▶ **GOAL OF THE EXERCISE**
Filter by the string "Romyen": return the lines of the material that contain it.

*** Begin section ***

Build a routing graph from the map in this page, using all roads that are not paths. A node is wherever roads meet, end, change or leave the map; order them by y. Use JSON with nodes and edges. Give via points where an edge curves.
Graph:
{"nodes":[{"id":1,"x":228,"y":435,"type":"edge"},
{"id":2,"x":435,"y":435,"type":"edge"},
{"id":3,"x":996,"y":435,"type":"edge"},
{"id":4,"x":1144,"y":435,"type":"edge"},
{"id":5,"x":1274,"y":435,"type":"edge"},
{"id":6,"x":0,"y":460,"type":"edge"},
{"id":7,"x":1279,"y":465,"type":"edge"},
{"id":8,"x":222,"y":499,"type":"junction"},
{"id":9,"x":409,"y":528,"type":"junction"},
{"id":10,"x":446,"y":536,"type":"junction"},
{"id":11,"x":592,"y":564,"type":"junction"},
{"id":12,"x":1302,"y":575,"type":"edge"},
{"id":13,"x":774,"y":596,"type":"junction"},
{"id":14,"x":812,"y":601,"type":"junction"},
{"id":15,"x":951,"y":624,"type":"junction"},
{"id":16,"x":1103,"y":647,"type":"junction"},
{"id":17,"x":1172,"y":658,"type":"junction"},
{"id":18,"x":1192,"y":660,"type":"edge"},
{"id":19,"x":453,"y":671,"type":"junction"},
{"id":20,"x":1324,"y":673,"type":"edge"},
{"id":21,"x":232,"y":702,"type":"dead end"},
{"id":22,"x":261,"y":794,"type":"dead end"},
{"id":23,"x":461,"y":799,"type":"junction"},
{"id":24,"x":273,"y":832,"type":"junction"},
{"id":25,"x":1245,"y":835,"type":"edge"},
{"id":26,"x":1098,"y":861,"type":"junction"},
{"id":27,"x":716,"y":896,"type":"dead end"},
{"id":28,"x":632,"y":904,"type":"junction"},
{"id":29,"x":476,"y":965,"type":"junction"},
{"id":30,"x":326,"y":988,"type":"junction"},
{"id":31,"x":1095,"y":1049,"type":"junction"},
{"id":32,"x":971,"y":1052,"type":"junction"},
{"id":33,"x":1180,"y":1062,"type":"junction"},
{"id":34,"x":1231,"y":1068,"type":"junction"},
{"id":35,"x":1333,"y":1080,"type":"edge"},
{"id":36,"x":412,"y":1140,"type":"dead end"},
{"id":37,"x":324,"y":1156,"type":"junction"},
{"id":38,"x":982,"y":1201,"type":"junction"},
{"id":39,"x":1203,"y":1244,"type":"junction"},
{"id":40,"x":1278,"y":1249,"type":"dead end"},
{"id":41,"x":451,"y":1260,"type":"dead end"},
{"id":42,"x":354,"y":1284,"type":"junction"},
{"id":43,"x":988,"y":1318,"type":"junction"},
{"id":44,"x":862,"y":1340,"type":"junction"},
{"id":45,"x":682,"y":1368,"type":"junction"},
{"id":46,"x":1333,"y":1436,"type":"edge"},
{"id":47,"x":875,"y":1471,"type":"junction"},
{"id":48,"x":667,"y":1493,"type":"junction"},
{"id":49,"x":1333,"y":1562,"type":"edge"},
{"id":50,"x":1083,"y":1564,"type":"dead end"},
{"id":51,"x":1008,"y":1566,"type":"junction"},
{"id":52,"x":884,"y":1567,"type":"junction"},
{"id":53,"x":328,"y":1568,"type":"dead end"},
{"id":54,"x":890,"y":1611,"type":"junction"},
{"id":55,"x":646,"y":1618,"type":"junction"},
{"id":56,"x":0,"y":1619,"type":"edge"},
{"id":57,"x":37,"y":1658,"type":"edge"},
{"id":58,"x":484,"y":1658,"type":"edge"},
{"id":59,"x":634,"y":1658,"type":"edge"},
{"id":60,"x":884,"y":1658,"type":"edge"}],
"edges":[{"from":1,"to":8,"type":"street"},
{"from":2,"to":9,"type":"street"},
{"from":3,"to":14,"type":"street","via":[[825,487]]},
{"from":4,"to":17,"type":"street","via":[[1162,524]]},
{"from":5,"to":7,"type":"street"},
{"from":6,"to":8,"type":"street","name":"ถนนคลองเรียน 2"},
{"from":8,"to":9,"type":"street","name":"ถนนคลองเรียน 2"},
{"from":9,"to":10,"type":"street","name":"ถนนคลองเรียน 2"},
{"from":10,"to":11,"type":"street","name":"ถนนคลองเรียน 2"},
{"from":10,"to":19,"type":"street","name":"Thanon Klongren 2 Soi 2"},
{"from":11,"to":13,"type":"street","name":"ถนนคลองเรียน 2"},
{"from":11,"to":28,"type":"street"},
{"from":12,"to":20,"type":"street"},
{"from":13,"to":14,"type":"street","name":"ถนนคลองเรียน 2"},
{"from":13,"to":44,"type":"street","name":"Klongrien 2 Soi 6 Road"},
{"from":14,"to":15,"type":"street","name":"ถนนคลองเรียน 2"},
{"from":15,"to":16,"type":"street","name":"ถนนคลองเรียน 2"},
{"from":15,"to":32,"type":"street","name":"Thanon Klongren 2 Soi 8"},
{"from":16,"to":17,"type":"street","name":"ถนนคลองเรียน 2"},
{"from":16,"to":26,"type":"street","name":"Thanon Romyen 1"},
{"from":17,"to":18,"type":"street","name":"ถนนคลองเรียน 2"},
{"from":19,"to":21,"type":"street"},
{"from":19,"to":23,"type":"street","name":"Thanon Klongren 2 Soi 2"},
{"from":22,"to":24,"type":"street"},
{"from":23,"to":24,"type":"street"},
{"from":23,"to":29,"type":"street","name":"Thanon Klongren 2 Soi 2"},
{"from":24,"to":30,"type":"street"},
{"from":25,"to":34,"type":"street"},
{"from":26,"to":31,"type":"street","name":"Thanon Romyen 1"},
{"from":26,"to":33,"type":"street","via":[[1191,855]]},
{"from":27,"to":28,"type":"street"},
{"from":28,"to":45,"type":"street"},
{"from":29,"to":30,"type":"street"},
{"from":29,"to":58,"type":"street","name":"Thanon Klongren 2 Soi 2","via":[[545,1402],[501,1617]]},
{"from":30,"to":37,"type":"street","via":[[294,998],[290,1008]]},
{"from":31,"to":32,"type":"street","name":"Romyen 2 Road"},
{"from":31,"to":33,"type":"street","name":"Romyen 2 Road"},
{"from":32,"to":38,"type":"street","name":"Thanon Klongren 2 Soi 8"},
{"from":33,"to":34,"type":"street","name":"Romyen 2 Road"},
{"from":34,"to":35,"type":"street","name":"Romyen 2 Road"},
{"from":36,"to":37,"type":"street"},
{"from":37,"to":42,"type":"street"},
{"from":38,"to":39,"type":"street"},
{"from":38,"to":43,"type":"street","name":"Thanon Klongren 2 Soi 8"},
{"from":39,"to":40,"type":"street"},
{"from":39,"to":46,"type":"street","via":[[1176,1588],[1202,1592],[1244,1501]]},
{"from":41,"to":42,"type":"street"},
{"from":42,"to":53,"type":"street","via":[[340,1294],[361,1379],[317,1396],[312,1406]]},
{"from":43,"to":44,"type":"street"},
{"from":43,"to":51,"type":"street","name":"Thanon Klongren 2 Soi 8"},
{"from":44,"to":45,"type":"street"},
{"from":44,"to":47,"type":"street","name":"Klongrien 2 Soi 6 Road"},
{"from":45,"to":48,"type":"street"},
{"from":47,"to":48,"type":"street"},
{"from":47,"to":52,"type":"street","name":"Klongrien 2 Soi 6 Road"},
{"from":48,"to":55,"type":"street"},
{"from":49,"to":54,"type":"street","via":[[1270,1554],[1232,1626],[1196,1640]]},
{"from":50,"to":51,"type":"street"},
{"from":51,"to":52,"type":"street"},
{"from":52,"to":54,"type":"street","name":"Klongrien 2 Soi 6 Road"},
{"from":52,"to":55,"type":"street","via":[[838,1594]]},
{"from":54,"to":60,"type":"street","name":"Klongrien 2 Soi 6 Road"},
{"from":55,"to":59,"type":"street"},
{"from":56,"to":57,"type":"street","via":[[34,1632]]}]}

*** End section ***

▶ **TASK OUTPUT**
{"from":16,"to":26,"type":"street","name":"Thanon Romyen 1"},
{"from":26,"to":31,"type":"street","name":"Thanon Romyen 1"},
{"from":31,"to":32,"type":"street","name":"Romyen 2 Road"},
{"from":31,"to":33,"type":"street","name":"Romyen 2 Road"},
{"from":33,"to":34,"type":"street","name":"Romyen 2 Road"},
{"from":34,"to":35,"type":"street","name":"Romyen 2 Road"},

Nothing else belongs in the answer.